Font Size:

His brow furrows, but he doesn’t argue. He knows me well enough to understand the difference between punishment and strategy.

I exhale smoke into the night, my mind circling the same question that’s been gnawing since the convoy burned: if she is the leak, why hasn’t she run sooner? Why play the game this deep, this carefully, only to stumble now? Unless she never stumbled at all. Unless she wanted me to notice.

I flick the ash to the ground.

One way or another, I’ll have the truth. When I do, there won’t be anything left for her to hide behind.

Inside the warehouse, she waits. Bound, silent, and knowing exactly what it means that I walked away instead of pulling the trigger.

The night presses down on the warehouse lot, thick and heavy, the kind of dark that carries its own silence. The SUV idles at my back, its low growl the only sound until Dimitri steps closer, lighting a cigarette off the tip of mine. He exhales slow, watching me through the smoke.

“You’re sure,” he says. His tone is steady, but I hear the edge in it. “About her?”

I don’t answer right away. I watch the ember of my cigarette burn down, the red glow fading against the black sky.

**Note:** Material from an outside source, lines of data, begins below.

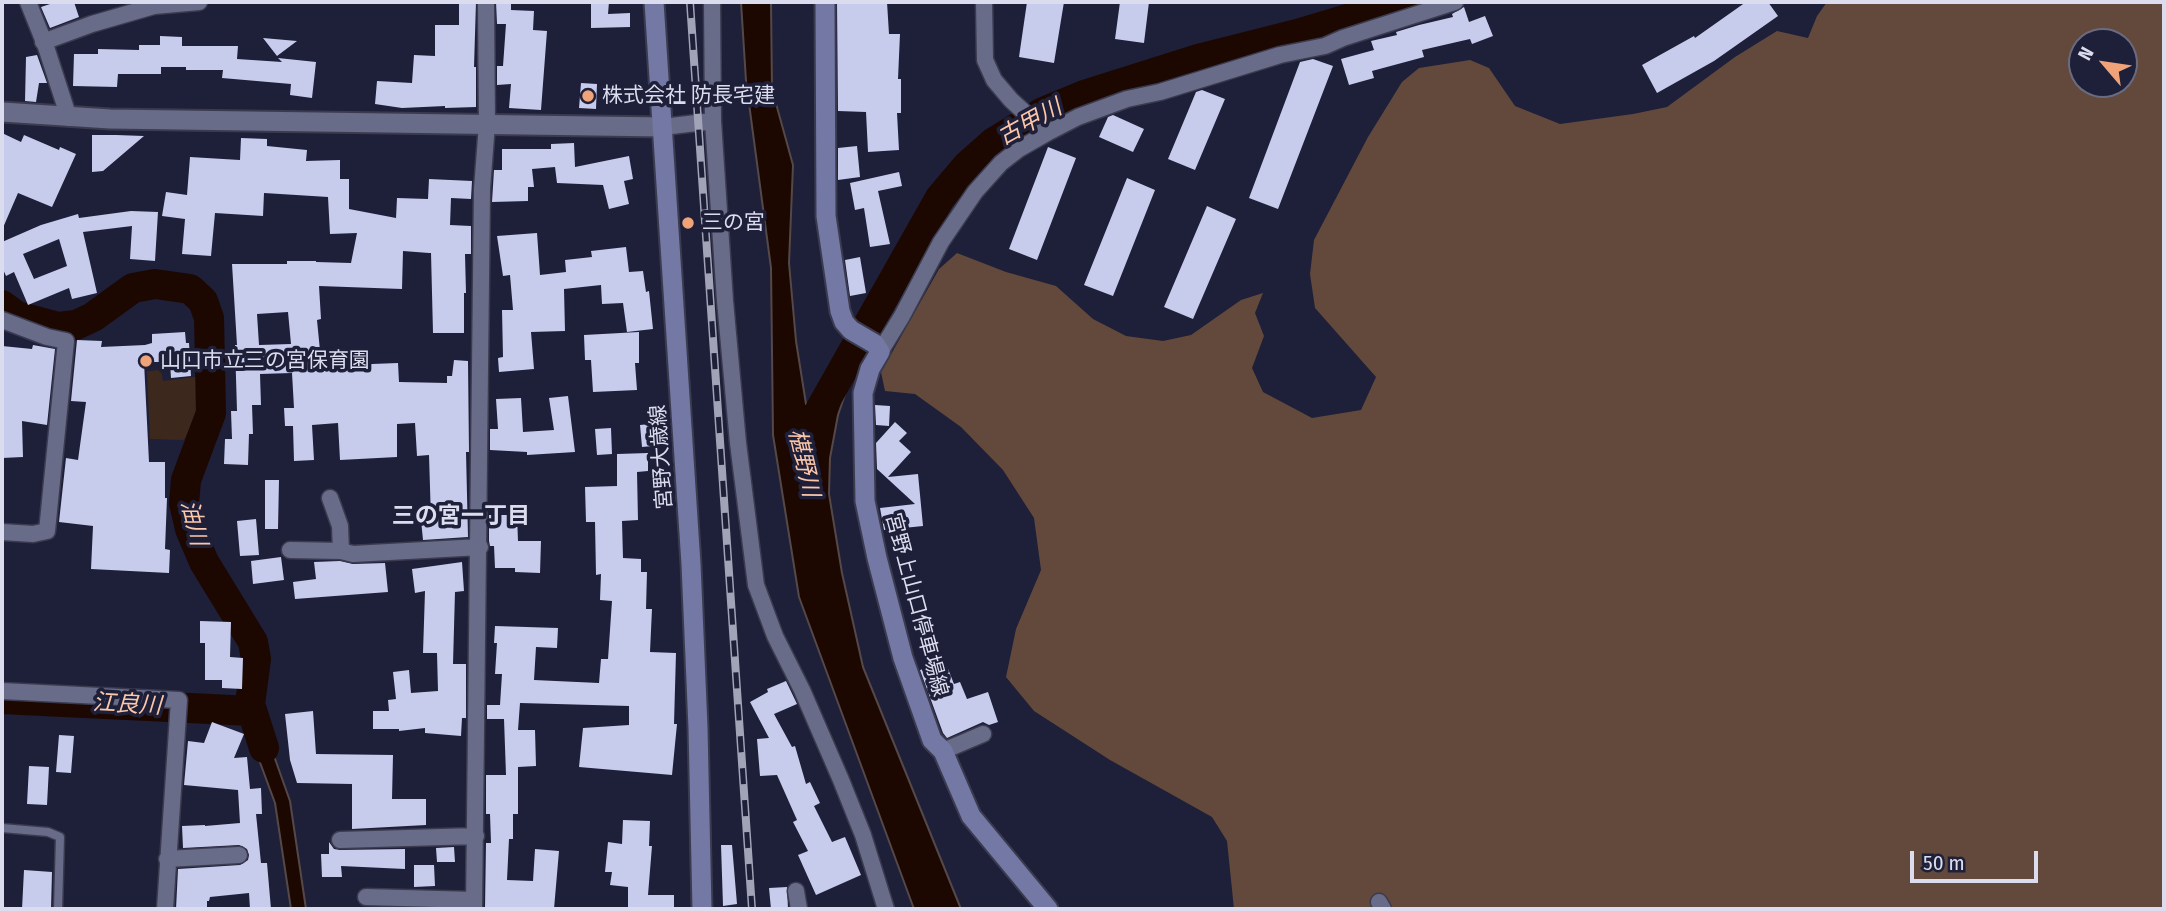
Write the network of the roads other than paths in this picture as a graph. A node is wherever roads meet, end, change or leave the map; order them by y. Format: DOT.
graph roads {
  1 [pos="28,2"];
  2 [pos="200,2"];
  3 [pos="486,2"];
  4 [pos="654,2"];
  5 [pos="712,2"];
  6 [pos="825,2"];
  7 [pos="984,2"];
  8 [pos="1455,2"];
  9 [pos="154,4"];
  10 [pos="43,42"];
  11 [pos="2,113"];
  12 [pos="69,118"];
  13 [pos="713,121"];
  14 [pos="487,124"];
  15 [pos="663,127"];
  16 [pos="1044,131"];
  17 [pos="2,320"];
  18 [pos="878,348"];
  19 [pos="330,498"];
  20 [pos="2,533"];
  21 [pos="480,547"];
  22 [pos="290,550"];
  23 [pos="341,551"];
  24 [pos="2,691"];
  25 [pos="983,734"];
  26 [pos="943,751"];
  27 [pos="2,828"];
  28 [pos="476,836"];
  29 [pos="340,839"];
  30 [pos="239,855"];
  31 [pos="167,859"];
  32 [pos="796,891"];
  33 [pos="366,897"];
  34 [pos="474,905"];
  35 [pos="58,909"];
  36 [pos="166,909"];
  37 [pos="702,909"];
  38 [pos="799,909"];
  39 [pos="886,909"];
  40 [pos="1048,909"];
  1 -- 10 [label="street"];
  2 -- 9 [label="street"];
  3 -- 14 [label="street"];
  4 -- 15 [label="main road, 宮野大歳線"];
  5 -- 13 [label="street"];
  6 -- 18 [label="main road"];
  7 -- 16 [label="street"];
  8 -- 16 [label="street"];
  9 -- 10 [label="street"];
  10 -- 12 [label="street"];
  11 -- 12 [label="street"];
  12 -- 14 [label="street"];
  13 -- 15 [label="street"];
  13 -- 39 [label="street"];
  14 -- 15 [label="street"];
  14 -- 21 [label="street"];
  15 -- 37 [label="main road, 宮野大歳線"];
  16 -- 18 [label="street"];
  17 -- 20 [label="street"];
  18 -- 26 [label="main road, 宮野上山口停車場線"];
  19 -- 23 [label="street"];
  21 -- 23 [label="street"];
  21 -- 28 [label="street"];
  22 -- 23 [label="street"];
  24 -- 31 [label="street"];
  25 -- 26 [label="street"];
  26 -- 40 [label="main road, 宮野上山口停車場線"];
  27 -- 35 [label="lane"];
  28 -- 29 [label="street"];
  28 -- 34 [label="street"];
  30 -- 31 [label="street"];
  31 -- 36 [label="street"];
  32 -- 38 [label="street"];
  33 -- 34 [label="street"];
}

“She lied,” I say finally. “That’s enough.”

Dimitri nods once, but I know him too well. He doesn’t argue—not yet—but his silence asks for more. He’s my brother in all but blood, raised in the same streets, carved from the same violence. He knows I don’t throw accusations lightly.

“You’ve seen things,” he says after a moment, flicking ash onto the gravel. “Moves she’s made. Maybe too clean, maybe too careful. But she’s been good for us. Better than anyone else in her position.”

“Good is not the same as loyal.” My voice is flat, cold.

Dimitri studies me. “Then why isn’t she dead already?”

That’s the question gnawing at me, the one I can’t answer cleanly. I take a slow drag, let the smoke burn through me, and exhale. “I want to know who she’s working for. Who gave her courage enough to play in my circle.”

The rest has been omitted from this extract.